Theres a motor shop in Longview,, They can fix stuff like that.. and give an estimate first. If its gonna be almost the cost of new,, well,,
You might be ahead to Hire it fixed,, You might throw a few hours and dollars at it and hoope first..

Title: Re: Help!!!
Post by DragBikeMike on 03/30/20 at 15:12:52

Thanks again to all of you.  I have a lot more confidence after getting your advice.  I ordered a new switch.  I should have it within a week or so.  I'm pretty sure that once that switch is installed the lathe will be operational.  I'll let you know how it works out.

Matchless, thanks for the offer of the switch.  If the one I ordered falls through, I will get in touch with you.  These DPST toggle switches are really a poor selection for starting a motor.  It really needs something more on the order of a spring loaded contact that slams the contacts closed.  But this DPST switch has been working good for about 20 years.

The lathe was delivered with a rotary switch that incorporated a spring loaded contact system.  It self destructed in short order.  That thing had killer springs.  I replaced it with a system that uses two DPDT switches to select direction of rotation, and the one DPST switch to energize the system.

Again, thanks.  I appreciate the help.  Electrons are not my forte.  ;)

Title: Re: Help!!!
Post by Matchless G11 on 03/31/20 at 10:12:50

while you are in there. I would replace the capacitor too.

here is a suggestion
https://www.grainger.com/product/PACKARD-Round-Motor-Start-Capacitor-44ZU53

It look like the cap date code 8  -88 meaning 8 week 1988.
old caps may be leaky and pass more current, That "might" have cooked your switch.
Just like a burnt exhaust valve, one has to look else where for why it failed.  



Title: Re: Help!!!
Post by DragBikeMike on 03/31/20 at 23:57:04

Thanks for the link on the capacitors.  I'll measure the dimensions on mine and see if these Grainger units will fit.  The ones on there now don't have the resistor, is that a problem?

Aren't the caps out of the loop almost as soon as the rotor starts turning?  The centrifugal switch seems to cycle almost instantaneously.

Title: Re: Help!!!
Post by Matchless G11 on 04/01/20 at 10:56:56


4C4A45393B3C38080 wrote:
Thanks for the link on the capacitors.  I'll measure the dimensions on mine and see if these Grainger units will fit.  The ones on there now don't have the resistor, is that a problem?

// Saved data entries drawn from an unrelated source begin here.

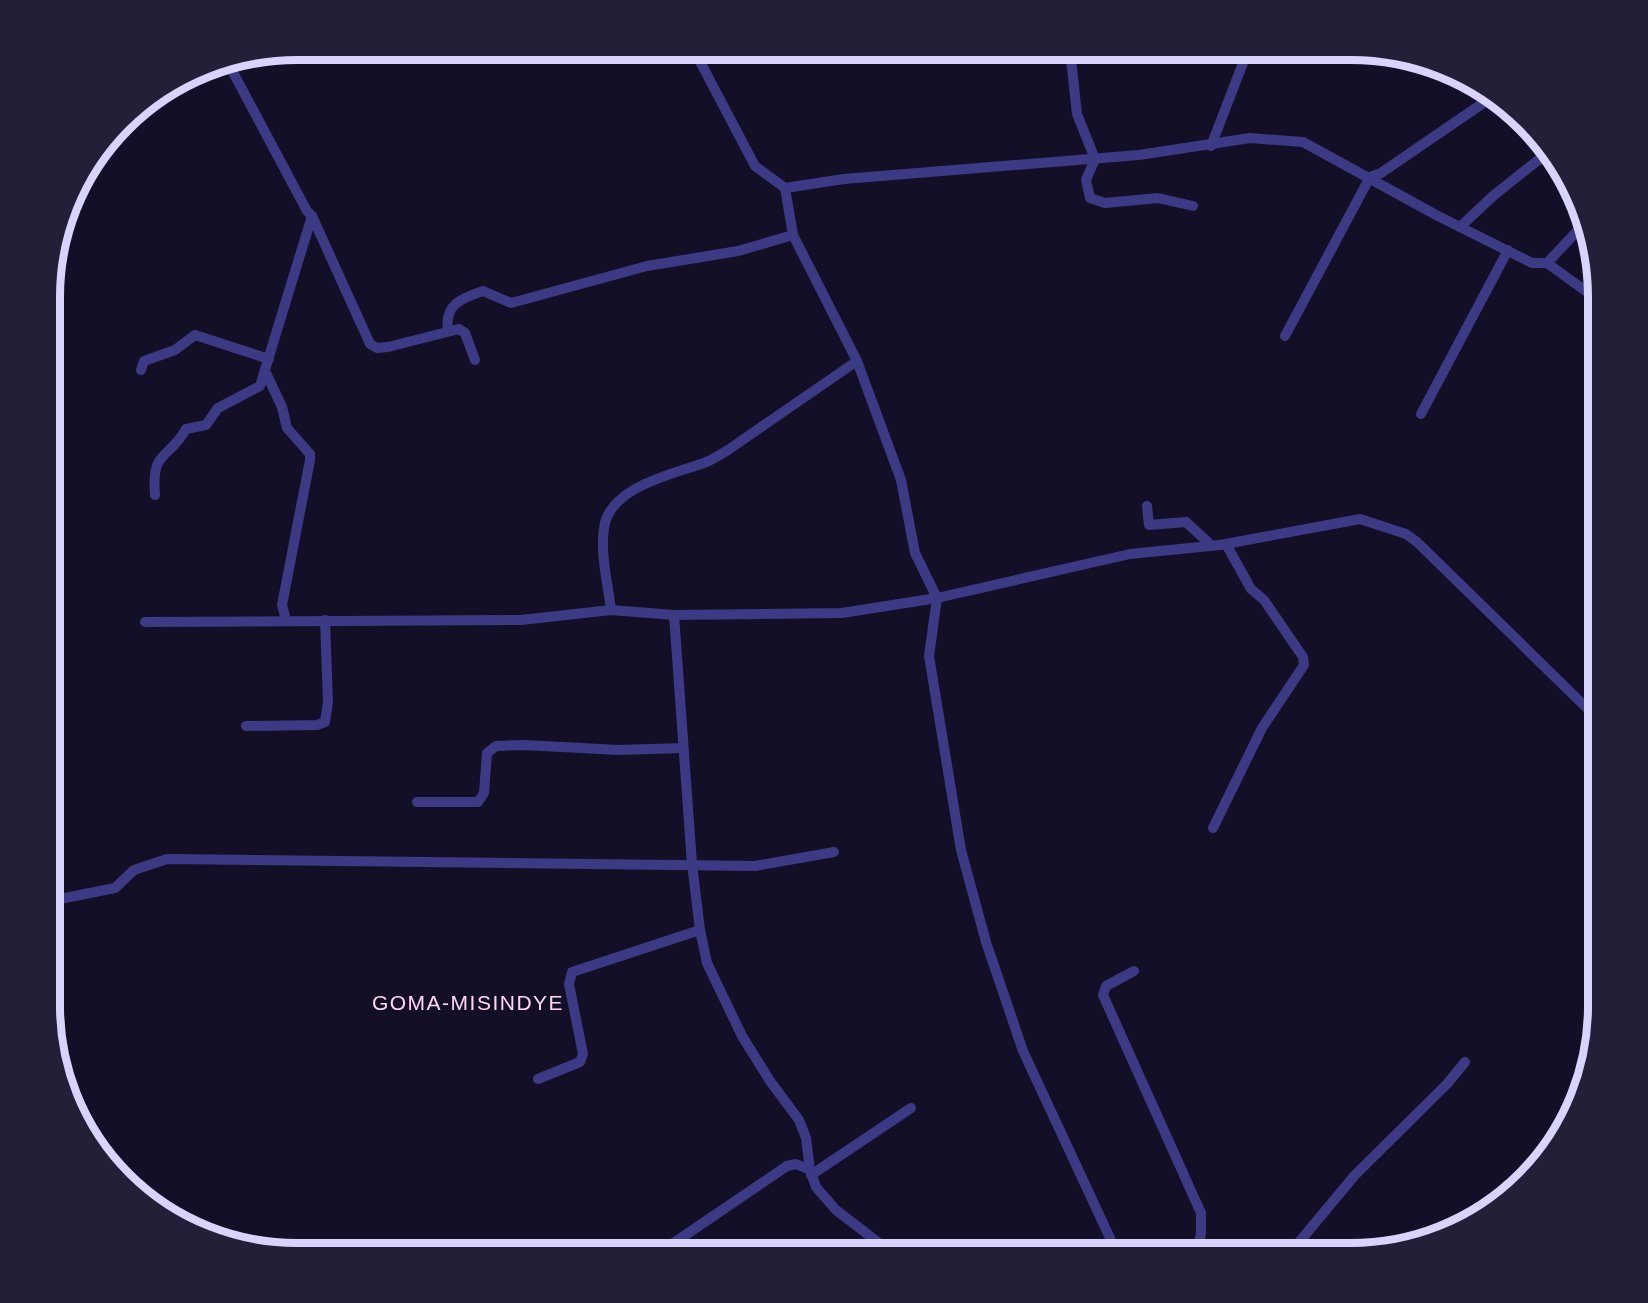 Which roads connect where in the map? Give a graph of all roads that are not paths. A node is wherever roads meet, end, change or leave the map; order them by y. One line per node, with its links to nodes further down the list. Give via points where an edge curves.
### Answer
1 (699, 60): 10 (street, via 754,166)
2 (1071, 60): 8 (street, via 1077,114)
3 (1244, 60): 6 (street)
4 (232, 69): 12 (street, via 306,212)
5 (1485, 102): 9 (street)
6 (1211, 146): 8 (street); 9 (street, via 1250,138 1295,140)
7 (1542, 157): 13 (street)
8 (1095, 159): 10 (street, via 844,179); 11 (street, via 1086,180 1091,200 1105,203 1158,198)
9 (1370, 177): 13 (street); 20 (street)
10 (785, 188): 15 (street)
11 (1192, 206)
12 (312, 216): 19 (street, via 373,346 388,347); 21 (street)
13 (1460, 227): 16 (street)
14 (1578, 230): 17 (street)
15 (793, 235): 19 (street, via 738,251 647,266 511,303 483,291 455,302 448,316); 23 (street)
16 (1508, 250): 17 (street, via 1532,263); 26 (street)
17 (1547, 263): 18 (street)
18 (1588, 292)
19 (447, 331): 22 (street, via 459,329 465,333)
20 (1285, 336)
21 (269, 359): 24 (street, via 195,335 175,350 144,362); 25 (street)
22 (475, 360)
23 (857, 362): 31 (street, via 902,480 915,553); 32 (street, via 706,463 647,483 616,504 608,513 604,528)
24 (141, 370)
25 (265, 371): 27 (street, via 257,390 218,408 206,425 186,429 181,440 166,451 155,468); 34 (street, via 282,407 286,428 310,454 282,605)
26 (1421, 414)
27 (155, 495)
28 (1147, 506): 30 (street, via 1149,525 1186,522)
29 (1226, 544): 30 (street); 37 (street, via 1360,519 1406,534); 41 (street, via 1251,588 1264,600 1303,657 1304,665 1257,737)
30 (1212, 546): 31 (street, via 1130,554)
31 (937, 598): 33 (street, via 842,613); 53 (street, via 929,656 972,897 1023,1051)
32 (611, 610): 33 (street); 35 (street, via 521,620)
33 (674, 615): 39 (street)
34 (286, 620): 35 (street); 36 (street)
35 (325, 620): 38 (street, via 325,722)
36 (145, 622)
37 (1588, 709)
38 (246, 726)
39 (683, 748): 40 (street, via 496,746 487,753 484,794 478,802); 43 (street)
40 (417, 802)
41 (1213, 828)
42 (834, 852): 43 (street, via 755,866)
43 (692, 864): 44 (street, via 167,859 134,870 115,888); 45 (street)
44 (60, 899)
45 (700, 930): 48 (street, via 572,972 569,984 583,1054 580,1062); 50 (street, via 712,975 742,1036 799,1120 806,1138)
46 (1134, 971): 54 (street, via 1106,987 1103,995 1201,1213)
47 (1465, 1062): 55 (street, via 1354,1175)
48 (538, 1079)
49 (910, 1108): 50 (street)
50 (810, 1173): 51 (street, via 796,1164 788,1166); 52 (street, via 823,1198)
51 (674, 1243)
52 (879, 1243)
53 (1112, 1243)
54 (1199, 1243)
55 (1298, 1243) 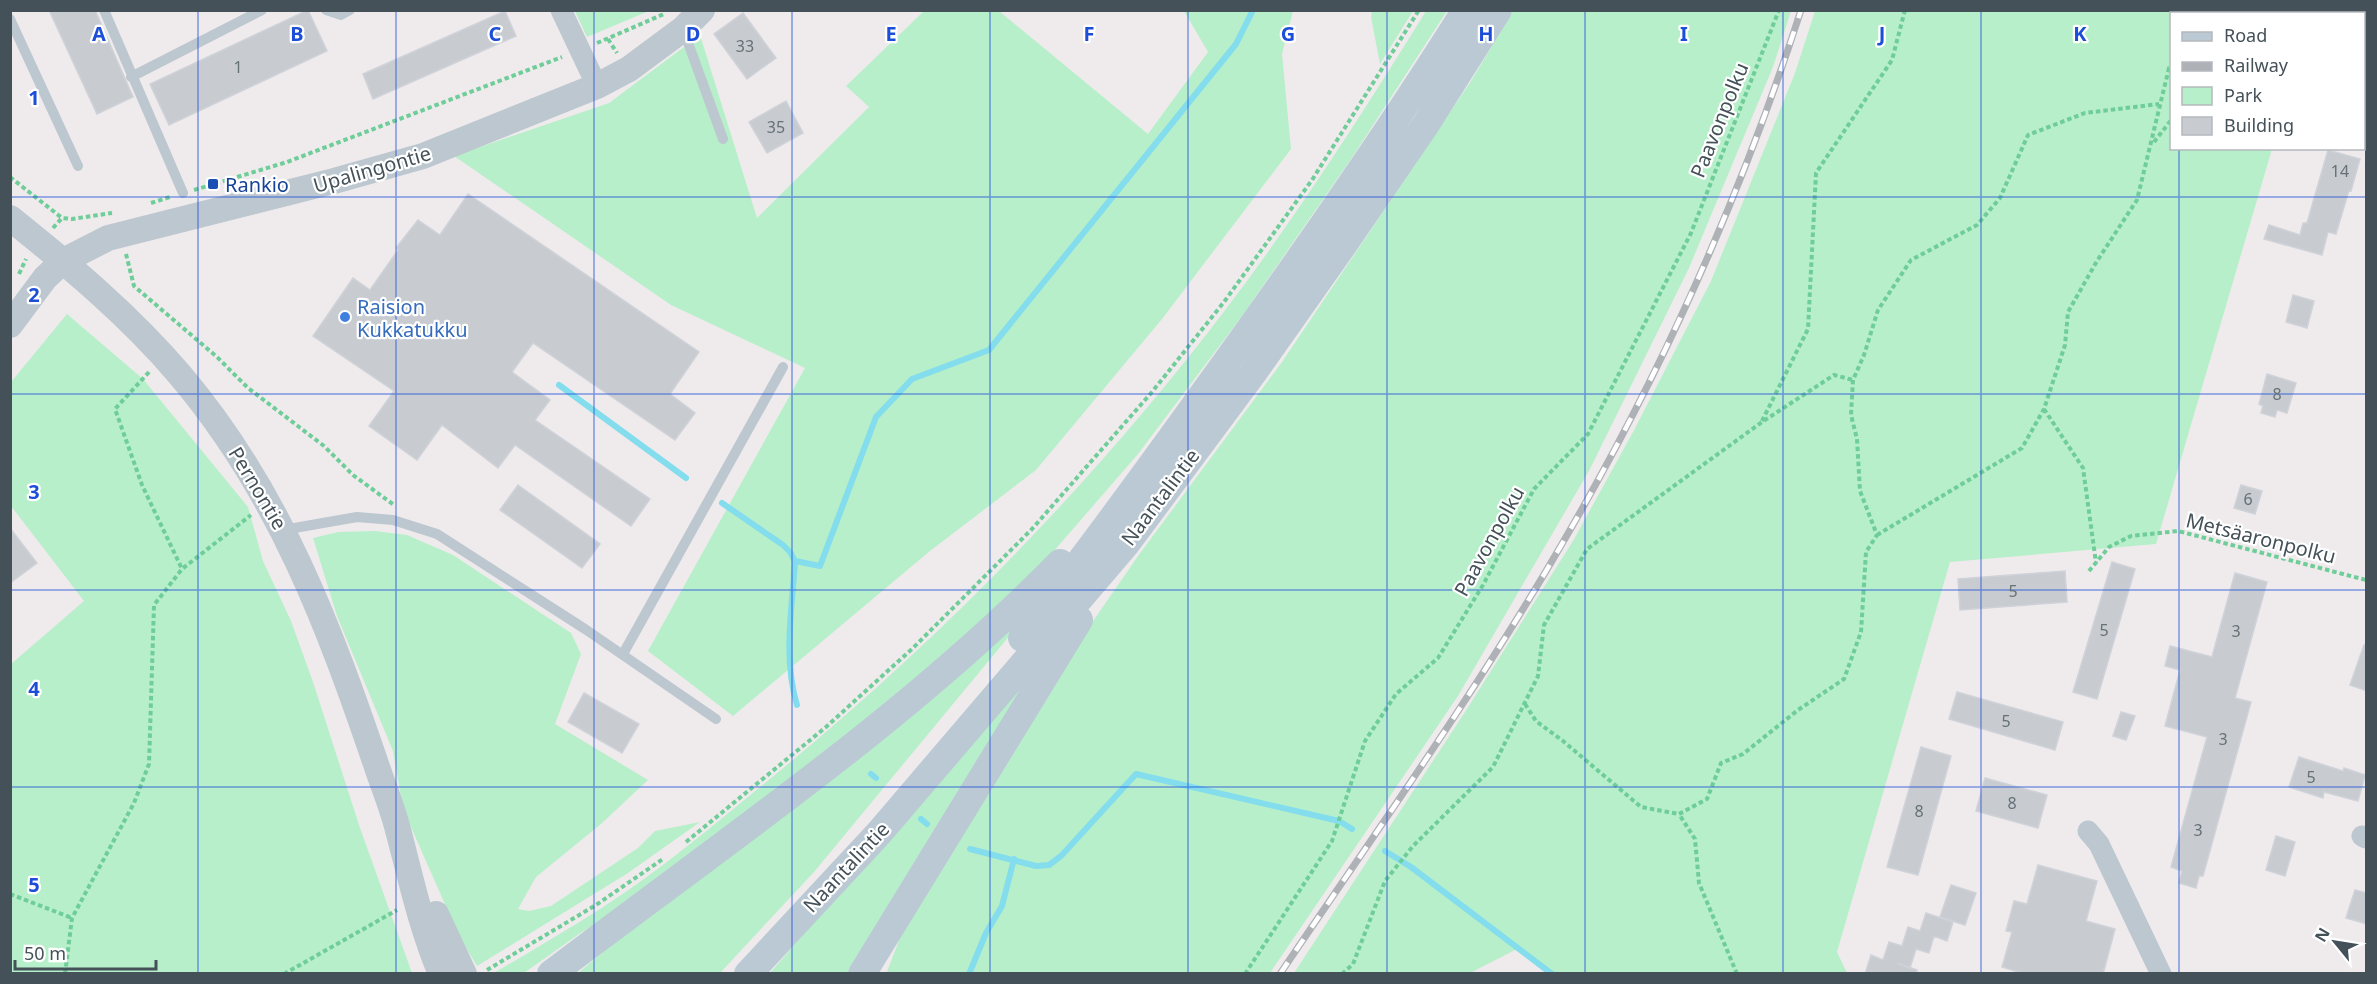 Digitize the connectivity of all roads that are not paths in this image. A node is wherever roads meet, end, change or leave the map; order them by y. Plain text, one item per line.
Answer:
1 (104, 10) edge
2 (262, 10) edge
3 (326, 10) edge
4 (350, 10) edge
5 (561, 10) edge
6 (702, 10) edge
7 (1466, 10) edge
8 (1498, 10) edge
9 (10, 19) edge
10 (676, 20) edge
11 (131, 77) junction
12 (597, 86) junction
13 (723, 139) dead end
14 (78, 166) dead end
15 (183, 193) road end
16 (10, 218) edge
17 (63, 261) junction
18 (10, 325) edge
19 (783, 367) dead end
20 (1143, 478) junction
21 (283, 530) junction
22 (1126, 544) junction
23 (623, 654) junction
24 (716, 719) dead end
25 (398, 829) junction
26 (2088, 831) dead end
27 (773, 945) junction
28 (476, 972) edge
29 (441, 974) edge
30 (551, 974) edge
31 (748, 974) edge
32 (862, 974) edge
33 (2161, 974) edge

1 - 11 lane
2 - 11 lane
3 - 4 lane
5 - 12 street
6 - 10 street, Upalingontie
7 - 20 main road, Naantalintie
8 - 22 main road, Naantalintie
9 - 14 lane
10 - 12 street, Upalingontie
10 - 13 lane
11 - 15 lane
12 - 17 street, Upalingontie
16 - 17 street, Pernontie
17 - 18 street, Upalingontie
17 - 21 street, Pernontie
19 - 23 lane
20 - 27 main road, Naantalintie
20 - 30 main road
21 - 23 lane
21 - 25 street, Pernontie
22 - 27 main road, Naantalintie
22 - 32 main road
23 - 24 lane
25 - 28 street, Pernontie
25 - 29 street, Pernontie
26 - 33 street
27 - 31 main road, Naantalintie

Aren't the caps out of the loop almost as soon as the rotor starts turning?  The centrifugal switch seems to cycle almost instantaneously.


I think the resistor may be a large value to bleed down the cap after use.
(safety issue)

But not sure, and for the second question not sure either, But I do know quite a but of current can be pulled by bad caps in a very short time.